Metadata-Version: 2.1
Name: spatial-correlation-sampler
Version: 0.2.0
Summary: Correlation module for pytorch
Home-page: https://github.com/ClementPinard/Pytorch-Correlation-extension
Author: Clément Pinard
Author-email: clement.pinard@ensta-paristech.fr
License: UNKNOWN
Description: 
        [![PyPI](https://img.shields.io/pypi/v/spatial-correlation-sampler.svg)](https://pypi.org/project/spatial-correlation-sampler/)
        
        
        # Pytorch Correlation module
        
        this is a custom C++/Cuda implementation of Correlation module, used e.g. in [FlowNetC](https://arxiv.org/abs/1504.06852)
        
        This [tutorial](http://pytorch.org/tutorials/advanced/cpp_extension.html) was used as a basis for implementation, as well as
        [NVIDIA's cuda code](https://github.com/NVIDIA/flownet2-pytorch/tree/master/networks/correlation_package)
        
        - Build and Install C++ and CUDA extensions by executing `python setup.py install`,
        - Benchmark C++ vs. CUDA by running `python benchmark.py {cpu, cuda}`,
        - Run gradient checks on the code by running `python grad_check.py --backend {cpu, cuda}`.
        
        # Requirements
        
        This module is expected to compile for Pytorch `1.2`, on `Python > 3.5` and `Python 2.7`.
        
        # Installation
        
        this module is available on pip
        
        `pip install spatial-correlation-sampler`
        
        For a cpu-only version, you can install from source with
        
        `python setup_cpu.py install`
        
        # Known Problems
        
        This module needs compatible gcc version and CUDA to be compiled.

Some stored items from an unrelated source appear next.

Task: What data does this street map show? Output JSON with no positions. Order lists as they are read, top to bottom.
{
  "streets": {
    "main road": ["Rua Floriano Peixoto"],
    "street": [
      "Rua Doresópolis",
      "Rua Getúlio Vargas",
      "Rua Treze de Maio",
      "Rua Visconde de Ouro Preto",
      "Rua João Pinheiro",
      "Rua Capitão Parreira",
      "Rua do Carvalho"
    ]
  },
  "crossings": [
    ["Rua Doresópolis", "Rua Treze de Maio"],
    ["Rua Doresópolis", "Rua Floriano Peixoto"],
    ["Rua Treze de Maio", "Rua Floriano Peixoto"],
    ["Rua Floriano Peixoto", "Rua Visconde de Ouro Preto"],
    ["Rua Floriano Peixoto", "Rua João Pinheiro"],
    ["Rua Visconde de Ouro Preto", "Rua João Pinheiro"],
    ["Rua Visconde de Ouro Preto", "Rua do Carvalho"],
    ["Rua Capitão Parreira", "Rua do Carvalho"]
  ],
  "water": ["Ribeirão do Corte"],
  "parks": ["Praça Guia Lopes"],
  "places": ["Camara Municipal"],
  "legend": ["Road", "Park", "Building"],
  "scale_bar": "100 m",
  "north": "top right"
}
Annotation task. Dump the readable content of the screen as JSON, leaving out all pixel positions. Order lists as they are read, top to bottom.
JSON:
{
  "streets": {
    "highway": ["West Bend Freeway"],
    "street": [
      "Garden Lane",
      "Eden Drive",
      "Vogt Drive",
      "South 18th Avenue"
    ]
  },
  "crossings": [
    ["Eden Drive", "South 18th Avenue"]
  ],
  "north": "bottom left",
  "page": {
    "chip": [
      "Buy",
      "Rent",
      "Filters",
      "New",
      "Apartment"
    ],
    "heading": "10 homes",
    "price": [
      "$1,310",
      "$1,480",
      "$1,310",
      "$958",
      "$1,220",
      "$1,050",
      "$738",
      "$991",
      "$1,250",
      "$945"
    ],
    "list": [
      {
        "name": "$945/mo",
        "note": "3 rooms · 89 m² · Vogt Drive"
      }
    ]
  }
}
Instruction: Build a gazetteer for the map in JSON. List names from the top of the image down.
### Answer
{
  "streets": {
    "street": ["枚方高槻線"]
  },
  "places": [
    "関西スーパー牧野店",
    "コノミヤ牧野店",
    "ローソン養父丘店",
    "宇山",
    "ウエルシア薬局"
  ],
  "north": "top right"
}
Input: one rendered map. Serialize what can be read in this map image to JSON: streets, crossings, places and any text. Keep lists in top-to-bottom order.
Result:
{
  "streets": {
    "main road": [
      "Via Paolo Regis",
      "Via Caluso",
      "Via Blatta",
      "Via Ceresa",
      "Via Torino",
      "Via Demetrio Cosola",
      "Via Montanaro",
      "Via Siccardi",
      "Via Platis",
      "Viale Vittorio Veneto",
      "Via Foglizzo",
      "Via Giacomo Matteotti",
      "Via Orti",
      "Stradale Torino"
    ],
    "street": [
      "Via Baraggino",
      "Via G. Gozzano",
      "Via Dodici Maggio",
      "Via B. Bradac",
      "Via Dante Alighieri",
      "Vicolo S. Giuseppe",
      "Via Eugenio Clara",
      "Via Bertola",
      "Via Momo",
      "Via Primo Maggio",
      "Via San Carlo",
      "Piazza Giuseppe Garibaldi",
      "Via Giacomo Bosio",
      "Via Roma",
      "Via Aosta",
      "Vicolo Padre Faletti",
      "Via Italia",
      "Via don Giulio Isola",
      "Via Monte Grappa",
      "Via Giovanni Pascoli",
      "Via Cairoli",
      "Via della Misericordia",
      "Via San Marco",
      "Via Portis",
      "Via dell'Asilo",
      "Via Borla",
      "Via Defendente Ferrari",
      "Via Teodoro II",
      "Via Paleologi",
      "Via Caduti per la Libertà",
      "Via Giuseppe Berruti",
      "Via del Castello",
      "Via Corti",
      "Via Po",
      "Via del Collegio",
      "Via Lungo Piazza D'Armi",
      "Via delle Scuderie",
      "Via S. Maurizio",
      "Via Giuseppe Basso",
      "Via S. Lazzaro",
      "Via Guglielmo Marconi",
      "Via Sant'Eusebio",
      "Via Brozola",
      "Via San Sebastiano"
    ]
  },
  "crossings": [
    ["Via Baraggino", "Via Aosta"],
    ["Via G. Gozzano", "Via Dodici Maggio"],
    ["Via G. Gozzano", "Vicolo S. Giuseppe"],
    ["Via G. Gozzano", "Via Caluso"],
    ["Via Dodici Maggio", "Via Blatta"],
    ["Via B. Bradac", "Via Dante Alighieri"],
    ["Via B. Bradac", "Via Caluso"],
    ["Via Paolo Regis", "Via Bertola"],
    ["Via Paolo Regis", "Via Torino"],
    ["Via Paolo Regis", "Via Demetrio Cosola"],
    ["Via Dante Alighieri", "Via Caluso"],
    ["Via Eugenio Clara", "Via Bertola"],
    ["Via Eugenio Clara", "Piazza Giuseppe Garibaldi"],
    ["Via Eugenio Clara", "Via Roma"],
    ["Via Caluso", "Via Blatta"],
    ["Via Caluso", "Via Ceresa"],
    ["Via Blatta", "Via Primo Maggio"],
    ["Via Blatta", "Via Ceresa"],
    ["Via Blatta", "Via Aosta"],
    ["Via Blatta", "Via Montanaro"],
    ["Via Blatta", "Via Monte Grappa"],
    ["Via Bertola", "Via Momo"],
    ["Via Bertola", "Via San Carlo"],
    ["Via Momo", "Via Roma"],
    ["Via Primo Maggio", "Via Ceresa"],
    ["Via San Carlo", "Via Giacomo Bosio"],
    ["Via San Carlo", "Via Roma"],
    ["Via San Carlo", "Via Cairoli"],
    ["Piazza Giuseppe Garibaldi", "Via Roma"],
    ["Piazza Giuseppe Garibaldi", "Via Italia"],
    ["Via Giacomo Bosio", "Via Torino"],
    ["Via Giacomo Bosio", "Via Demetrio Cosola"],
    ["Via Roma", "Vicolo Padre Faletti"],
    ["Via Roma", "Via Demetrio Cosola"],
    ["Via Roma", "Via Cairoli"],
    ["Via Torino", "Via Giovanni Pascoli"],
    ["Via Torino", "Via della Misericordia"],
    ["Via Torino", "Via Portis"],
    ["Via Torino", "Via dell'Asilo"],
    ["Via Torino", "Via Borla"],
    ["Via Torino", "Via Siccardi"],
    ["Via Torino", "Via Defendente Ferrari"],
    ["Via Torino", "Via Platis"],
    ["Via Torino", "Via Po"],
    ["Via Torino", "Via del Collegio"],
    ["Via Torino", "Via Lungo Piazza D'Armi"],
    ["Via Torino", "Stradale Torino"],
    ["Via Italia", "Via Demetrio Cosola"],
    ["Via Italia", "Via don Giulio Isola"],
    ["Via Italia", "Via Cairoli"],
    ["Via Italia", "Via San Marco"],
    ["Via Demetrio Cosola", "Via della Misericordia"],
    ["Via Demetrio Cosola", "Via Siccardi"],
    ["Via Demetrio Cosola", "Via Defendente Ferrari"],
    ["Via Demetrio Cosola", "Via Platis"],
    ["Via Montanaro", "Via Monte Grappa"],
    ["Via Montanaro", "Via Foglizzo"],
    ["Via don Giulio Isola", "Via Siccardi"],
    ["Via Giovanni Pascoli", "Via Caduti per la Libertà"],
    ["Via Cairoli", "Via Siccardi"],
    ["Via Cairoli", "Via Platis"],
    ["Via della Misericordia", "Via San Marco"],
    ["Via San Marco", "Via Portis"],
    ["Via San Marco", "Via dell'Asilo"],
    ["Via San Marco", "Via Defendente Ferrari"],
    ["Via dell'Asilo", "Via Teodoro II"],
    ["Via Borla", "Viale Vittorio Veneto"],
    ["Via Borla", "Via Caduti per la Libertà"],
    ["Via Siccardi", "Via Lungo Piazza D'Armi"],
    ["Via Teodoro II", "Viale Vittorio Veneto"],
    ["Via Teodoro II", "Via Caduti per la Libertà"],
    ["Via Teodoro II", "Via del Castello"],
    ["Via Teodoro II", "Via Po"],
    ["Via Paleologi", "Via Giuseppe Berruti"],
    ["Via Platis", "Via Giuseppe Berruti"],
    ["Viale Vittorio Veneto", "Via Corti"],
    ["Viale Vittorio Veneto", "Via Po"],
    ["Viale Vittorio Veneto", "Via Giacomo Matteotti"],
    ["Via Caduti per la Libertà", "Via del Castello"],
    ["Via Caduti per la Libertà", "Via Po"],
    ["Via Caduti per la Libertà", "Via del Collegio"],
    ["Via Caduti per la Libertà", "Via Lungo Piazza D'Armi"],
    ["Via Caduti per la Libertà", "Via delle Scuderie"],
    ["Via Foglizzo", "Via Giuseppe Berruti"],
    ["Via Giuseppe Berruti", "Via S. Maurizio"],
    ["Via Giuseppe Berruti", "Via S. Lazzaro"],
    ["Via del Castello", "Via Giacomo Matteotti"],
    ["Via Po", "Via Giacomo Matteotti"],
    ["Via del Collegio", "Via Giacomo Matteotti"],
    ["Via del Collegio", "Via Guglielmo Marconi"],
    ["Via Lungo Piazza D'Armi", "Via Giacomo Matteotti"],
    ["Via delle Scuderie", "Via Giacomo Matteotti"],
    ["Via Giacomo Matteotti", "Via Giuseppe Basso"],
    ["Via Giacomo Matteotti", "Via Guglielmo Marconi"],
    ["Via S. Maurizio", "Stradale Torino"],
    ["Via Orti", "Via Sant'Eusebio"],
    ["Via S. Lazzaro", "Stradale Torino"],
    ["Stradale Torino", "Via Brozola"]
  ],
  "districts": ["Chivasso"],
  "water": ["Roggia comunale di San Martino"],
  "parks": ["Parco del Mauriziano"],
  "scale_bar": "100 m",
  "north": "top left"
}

        Namely, CUDA 9.1 and below will need gcc5, while CUDA 9.2 and 10.0 will need gcc7
        See [this issue](https://github.com/ClementPinard/Pytorch-Correlation-extension/issues/1) for more information
        
        # Usage
        
        API has a few difference with NVIDIA's module
         * output is now a 5D tensor, which reflects the shifts horizontal and vertical.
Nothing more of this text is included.